[Stored entries]

★ ★ ★

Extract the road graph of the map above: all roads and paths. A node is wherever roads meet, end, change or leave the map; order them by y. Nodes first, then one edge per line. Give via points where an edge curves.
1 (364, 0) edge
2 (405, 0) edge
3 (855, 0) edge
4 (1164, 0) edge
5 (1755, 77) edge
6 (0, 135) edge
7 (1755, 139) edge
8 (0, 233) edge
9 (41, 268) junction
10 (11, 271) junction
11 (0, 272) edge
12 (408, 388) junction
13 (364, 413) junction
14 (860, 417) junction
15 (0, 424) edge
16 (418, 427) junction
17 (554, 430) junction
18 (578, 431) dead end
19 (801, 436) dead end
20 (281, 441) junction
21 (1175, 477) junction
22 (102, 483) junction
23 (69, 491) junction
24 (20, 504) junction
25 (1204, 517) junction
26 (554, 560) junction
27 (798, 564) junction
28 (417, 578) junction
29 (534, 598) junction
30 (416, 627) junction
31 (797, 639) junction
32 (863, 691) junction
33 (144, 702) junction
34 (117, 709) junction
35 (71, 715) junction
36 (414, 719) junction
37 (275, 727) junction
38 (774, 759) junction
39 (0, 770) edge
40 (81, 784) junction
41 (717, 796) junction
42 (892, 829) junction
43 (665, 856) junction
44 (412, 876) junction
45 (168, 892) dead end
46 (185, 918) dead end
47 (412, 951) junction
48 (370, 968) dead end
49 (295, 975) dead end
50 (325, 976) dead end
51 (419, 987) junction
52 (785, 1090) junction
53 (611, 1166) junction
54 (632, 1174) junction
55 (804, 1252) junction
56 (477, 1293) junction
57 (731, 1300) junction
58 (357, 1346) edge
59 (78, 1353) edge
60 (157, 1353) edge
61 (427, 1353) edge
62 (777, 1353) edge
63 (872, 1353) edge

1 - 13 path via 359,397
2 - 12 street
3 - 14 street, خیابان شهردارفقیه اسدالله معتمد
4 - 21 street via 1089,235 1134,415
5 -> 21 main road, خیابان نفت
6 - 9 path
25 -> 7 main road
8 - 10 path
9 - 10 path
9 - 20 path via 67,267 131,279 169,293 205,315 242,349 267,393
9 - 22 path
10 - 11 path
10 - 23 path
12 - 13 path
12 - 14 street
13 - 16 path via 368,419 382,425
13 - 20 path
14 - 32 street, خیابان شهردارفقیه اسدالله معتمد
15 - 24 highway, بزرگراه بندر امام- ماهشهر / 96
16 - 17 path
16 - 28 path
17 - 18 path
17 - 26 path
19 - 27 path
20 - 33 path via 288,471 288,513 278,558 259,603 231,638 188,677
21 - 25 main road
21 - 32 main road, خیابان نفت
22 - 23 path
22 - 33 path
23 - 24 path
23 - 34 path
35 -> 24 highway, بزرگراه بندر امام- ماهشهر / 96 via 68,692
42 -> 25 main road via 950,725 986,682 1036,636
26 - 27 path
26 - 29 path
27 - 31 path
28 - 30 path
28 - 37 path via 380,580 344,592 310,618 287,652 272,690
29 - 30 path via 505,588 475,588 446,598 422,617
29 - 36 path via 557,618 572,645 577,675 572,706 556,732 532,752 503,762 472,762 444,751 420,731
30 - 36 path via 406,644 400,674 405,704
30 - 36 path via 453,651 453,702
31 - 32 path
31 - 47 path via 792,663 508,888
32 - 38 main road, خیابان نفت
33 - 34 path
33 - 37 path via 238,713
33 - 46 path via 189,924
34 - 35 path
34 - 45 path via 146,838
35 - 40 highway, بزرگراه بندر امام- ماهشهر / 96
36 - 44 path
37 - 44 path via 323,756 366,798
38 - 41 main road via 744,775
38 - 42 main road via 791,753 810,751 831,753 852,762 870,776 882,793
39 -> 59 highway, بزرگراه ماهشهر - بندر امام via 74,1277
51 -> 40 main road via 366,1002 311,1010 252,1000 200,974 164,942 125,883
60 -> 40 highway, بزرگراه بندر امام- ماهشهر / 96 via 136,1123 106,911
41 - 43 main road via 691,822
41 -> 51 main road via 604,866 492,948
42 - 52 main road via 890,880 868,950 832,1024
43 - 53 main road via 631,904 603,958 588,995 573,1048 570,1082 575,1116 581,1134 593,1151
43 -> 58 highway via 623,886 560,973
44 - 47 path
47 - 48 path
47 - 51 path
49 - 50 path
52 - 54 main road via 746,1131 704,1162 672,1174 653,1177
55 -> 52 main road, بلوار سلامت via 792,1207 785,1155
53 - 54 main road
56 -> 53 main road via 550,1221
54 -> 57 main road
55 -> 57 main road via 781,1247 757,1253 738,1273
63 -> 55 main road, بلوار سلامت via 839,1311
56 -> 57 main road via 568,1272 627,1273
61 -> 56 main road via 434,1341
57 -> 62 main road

★ ★ ★

▸ Exercise aim
Search the entries above for "ماهشهر". Show every line that has it.

▸ Exercise answer
15 - 24 highway, بزرگراه بندر امام- ماهشهر / 96
35 -> 24 highway, بزرگراه بندر امام- ماهشهر / 96 via 68,692
35 - 40 highway, بزرگراه بندر امام- ماهشهر / 96
39 -> 59 highway, بزرگراه ماهشهر - بندر امام via 74,1277
60 -> 40 highway, بزرگراه بندر امام- ماهشهر / 96 via 136,1123 106,911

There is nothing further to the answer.